→ **MATERIAL SUPPLIED**:

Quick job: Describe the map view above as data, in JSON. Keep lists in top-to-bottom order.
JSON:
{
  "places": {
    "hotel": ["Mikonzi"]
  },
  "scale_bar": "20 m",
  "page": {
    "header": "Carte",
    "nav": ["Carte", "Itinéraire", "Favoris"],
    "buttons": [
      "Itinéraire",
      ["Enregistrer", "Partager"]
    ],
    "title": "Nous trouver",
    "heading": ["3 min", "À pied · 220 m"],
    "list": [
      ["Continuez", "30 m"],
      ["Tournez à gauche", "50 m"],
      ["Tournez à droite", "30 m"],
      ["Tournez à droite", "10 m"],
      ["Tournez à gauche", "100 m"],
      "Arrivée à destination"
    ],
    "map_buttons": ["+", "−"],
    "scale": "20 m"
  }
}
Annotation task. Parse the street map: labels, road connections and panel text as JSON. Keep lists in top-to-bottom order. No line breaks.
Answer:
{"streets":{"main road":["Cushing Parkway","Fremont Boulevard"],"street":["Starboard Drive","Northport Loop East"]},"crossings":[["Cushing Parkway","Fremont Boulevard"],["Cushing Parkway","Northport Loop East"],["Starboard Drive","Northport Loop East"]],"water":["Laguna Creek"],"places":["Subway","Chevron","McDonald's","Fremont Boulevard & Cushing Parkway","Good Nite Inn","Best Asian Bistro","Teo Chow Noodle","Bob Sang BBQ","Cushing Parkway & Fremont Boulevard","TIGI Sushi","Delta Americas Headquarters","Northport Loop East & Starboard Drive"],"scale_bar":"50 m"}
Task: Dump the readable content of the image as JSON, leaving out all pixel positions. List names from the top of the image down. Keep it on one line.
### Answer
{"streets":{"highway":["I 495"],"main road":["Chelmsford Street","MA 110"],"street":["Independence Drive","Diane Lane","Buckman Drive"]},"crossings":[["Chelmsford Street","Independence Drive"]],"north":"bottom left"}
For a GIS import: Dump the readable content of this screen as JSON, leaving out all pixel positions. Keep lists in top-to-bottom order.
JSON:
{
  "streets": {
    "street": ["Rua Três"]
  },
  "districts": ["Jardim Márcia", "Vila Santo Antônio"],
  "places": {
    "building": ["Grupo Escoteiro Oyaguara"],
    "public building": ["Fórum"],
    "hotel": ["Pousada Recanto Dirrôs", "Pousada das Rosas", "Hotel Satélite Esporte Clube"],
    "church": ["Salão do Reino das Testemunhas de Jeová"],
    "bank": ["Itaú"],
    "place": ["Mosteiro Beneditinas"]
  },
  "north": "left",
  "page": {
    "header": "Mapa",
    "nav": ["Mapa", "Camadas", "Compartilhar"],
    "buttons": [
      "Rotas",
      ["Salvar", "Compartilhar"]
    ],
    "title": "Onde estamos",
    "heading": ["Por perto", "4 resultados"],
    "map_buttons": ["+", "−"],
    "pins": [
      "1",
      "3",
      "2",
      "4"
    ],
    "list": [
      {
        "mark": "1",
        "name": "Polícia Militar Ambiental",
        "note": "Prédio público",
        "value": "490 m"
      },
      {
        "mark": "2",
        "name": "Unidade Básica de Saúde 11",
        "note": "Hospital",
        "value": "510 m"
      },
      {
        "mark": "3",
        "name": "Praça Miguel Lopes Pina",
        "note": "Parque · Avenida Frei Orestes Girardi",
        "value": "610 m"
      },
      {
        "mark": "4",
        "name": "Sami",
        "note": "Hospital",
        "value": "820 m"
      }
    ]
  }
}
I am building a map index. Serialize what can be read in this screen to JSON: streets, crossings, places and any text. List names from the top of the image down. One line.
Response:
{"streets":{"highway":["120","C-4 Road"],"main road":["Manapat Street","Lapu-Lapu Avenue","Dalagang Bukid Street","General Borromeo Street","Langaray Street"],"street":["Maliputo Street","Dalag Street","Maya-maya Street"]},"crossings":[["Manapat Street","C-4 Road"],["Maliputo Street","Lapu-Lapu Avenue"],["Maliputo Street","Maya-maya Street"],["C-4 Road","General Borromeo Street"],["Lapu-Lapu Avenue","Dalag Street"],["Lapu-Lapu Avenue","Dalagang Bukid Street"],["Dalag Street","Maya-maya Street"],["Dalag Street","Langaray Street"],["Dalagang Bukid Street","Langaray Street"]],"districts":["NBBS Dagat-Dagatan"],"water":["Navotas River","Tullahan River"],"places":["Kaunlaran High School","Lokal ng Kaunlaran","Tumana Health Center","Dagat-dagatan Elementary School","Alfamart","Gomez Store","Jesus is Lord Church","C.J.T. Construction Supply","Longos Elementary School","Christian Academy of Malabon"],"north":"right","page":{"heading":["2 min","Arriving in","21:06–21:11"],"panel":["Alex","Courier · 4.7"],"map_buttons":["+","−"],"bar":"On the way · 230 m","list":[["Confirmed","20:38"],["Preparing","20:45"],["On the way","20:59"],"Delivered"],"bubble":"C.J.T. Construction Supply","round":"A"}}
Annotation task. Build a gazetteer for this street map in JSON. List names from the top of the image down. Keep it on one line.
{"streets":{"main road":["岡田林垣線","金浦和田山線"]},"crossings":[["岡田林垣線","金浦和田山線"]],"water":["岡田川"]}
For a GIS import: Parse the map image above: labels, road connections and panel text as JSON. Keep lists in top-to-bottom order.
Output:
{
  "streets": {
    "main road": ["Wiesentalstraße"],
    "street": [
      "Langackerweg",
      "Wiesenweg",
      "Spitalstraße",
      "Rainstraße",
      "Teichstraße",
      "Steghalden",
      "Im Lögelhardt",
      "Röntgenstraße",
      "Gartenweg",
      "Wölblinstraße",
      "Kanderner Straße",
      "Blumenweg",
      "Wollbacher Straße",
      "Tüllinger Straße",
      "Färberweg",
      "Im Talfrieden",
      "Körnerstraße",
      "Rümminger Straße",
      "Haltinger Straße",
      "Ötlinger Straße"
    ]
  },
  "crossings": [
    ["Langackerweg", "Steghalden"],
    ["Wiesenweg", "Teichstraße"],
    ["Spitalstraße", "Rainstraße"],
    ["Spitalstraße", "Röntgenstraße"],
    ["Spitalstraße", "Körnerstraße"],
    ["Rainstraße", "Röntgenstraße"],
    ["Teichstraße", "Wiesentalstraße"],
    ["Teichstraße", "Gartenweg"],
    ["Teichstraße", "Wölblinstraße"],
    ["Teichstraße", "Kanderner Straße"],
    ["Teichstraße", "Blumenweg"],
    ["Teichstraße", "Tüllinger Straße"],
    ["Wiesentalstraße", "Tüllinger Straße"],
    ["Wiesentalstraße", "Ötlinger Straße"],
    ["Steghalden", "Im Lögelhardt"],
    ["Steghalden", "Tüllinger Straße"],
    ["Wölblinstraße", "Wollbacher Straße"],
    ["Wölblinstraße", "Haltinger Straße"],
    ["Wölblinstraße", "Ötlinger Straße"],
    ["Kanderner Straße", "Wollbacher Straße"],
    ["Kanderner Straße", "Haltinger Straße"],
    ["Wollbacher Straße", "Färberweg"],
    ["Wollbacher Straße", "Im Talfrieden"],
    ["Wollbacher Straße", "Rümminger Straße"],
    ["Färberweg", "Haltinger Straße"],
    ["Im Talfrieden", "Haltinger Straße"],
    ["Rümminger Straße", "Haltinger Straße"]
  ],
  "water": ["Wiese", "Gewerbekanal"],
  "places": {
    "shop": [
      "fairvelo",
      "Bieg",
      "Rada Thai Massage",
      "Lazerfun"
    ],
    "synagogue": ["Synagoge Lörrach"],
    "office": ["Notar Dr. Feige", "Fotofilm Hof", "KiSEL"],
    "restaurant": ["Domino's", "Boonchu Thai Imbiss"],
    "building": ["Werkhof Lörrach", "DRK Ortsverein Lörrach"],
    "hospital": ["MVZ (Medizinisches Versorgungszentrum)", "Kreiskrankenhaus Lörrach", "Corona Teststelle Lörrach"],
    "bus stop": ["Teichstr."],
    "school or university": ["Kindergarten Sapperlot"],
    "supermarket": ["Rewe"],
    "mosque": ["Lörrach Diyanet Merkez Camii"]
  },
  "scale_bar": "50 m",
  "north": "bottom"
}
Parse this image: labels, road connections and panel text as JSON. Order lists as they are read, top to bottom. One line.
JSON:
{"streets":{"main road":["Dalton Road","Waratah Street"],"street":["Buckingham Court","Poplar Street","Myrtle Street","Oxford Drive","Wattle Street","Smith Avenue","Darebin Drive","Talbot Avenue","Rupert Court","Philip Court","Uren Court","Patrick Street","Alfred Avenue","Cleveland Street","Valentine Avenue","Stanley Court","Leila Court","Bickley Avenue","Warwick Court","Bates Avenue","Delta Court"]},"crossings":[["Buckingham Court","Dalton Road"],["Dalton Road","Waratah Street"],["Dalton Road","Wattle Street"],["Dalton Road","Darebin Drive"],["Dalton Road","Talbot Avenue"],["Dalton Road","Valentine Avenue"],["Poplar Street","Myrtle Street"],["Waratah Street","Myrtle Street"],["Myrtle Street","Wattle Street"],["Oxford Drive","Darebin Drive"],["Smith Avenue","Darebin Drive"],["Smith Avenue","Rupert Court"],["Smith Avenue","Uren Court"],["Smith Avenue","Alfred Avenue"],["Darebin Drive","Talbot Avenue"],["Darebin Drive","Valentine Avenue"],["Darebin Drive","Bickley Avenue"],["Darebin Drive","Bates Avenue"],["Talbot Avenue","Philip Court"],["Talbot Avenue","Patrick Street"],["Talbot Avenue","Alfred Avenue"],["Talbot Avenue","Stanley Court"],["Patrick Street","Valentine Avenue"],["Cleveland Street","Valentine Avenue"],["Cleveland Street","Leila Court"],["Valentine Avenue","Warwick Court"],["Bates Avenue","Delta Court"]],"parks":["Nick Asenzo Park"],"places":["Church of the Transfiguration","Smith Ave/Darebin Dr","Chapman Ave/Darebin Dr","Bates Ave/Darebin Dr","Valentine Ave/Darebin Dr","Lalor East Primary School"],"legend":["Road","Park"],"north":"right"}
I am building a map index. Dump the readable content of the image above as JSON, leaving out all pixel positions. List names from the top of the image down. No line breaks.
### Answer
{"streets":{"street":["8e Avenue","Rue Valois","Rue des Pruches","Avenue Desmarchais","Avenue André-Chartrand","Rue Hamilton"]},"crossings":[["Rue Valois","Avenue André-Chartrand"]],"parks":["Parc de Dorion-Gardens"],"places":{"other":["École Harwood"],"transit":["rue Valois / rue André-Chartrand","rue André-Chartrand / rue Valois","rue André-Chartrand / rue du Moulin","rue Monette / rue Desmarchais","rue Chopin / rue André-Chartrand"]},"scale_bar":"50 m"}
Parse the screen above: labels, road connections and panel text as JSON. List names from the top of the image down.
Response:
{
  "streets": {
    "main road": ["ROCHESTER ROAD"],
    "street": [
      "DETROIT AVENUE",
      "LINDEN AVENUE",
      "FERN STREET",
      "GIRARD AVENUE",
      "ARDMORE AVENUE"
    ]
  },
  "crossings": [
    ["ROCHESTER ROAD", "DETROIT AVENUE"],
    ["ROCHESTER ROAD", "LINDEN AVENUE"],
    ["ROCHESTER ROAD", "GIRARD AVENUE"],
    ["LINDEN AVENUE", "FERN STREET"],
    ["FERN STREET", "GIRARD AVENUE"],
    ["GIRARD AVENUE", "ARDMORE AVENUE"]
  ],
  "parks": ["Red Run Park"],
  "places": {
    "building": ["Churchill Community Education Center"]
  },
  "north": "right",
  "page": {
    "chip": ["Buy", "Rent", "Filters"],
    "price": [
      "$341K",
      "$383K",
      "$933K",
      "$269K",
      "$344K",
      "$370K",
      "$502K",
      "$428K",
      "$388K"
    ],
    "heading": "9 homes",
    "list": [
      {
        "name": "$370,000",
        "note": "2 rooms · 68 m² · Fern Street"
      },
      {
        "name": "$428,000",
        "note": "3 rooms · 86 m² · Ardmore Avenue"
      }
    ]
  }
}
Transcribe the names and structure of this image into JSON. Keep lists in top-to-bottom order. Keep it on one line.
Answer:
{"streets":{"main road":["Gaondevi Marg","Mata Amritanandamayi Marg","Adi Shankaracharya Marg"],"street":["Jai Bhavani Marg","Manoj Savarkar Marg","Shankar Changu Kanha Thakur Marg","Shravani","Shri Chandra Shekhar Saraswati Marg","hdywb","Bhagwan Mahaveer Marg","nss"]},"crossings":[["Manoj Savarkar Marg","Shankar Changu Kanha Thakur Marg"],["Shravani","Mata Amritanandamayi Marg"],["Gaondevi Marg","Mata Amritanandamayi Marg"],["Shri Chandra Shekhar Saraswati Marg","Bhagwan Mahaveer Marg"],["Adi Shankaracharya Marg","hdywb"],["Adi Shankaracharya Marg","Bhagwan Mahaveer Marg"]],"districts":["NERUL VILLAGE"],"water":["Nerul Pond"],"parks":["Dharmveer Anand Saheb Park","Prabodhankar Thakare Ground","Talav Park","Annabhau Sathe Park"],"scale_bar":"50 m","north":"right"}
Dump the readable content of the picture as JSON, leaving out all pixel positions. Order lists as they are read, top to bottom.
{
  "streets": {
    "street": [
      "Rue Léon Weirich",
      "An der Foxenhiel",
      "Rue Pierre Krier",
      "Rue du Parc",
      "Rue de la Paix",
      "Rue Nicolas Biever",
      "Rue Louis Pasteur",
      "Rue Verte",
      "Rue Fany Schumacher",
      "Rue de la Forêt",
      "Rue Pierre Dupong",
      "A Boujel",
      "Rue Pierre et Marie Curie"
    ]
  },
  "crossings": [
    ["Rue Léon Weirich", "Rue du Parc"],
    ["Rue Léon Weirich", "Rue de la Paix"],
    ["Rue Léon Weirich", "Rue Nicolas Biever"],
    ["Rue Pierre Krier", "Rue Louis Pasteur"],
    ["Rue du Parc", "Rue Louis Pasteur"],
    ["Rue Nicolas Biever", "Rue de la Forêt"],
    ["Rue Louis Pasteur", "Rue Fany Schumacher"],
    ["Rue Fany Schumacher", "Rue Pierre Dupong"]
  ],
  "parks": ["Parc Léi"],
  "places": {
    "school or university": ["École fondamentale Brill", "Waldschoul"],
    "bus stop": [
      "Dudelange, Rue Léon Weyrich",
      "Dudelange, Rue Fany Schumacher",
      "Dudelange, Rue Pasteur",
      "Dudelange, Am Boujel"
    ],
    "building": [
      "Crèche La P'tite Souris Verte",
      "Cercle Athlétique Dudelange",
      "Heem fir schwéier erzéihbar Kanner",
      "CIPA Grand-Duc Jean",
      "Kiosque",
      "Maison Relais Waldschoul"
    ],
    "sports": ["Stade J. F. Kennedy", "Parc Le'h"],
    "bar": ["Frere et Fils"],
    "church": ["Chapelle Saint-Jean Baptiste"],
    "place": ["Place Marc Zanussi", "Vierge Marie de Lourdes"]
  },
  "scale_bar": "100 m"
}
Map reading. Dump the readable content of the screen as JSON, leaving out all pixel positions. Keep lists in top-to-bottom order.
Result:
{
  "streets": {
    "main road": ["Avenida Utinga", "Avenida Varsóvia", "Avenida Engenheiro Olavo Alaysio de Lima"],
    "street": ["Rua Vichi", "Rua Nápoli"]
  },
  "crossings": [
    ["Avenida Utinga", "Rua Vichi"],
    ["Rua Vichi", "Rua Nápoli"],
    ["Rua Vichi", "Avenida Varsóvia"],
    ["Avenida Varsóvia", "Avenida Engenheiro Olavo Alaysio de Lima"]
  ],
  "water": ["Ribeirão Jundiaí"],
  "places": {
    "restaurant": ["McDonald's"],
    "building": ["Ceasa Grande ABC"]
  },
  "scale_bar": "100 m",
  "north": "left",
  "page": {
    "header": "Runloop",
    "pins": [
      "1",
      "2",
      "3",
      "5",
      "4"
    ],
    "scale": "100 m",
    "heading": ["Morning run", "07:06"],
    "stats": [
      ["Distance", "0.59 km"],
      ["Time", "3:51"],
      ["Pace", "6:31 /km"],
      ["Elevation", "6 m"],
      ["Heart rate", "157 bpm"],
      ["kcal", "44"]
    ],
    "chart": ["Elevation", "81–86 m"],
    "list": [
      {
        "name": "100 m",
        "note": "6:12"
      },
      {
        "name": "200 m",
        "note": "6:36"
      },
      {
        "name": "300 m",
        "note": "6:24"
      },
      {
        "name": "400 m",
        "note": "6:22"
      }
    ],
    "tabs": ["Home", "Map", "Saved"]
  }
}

→ **WHAT YOU HAVE TO DO**:
Using the entries above, return each line that includes the word "Steghalden".

→ **RESPONSE BOX**:
      "Steghalden",
    ["Langackerweg", "Steghalden"],
    ["Steghalden", "Im Lögelhardt"],
    ["Steghalden", "Tüllinger Straße"],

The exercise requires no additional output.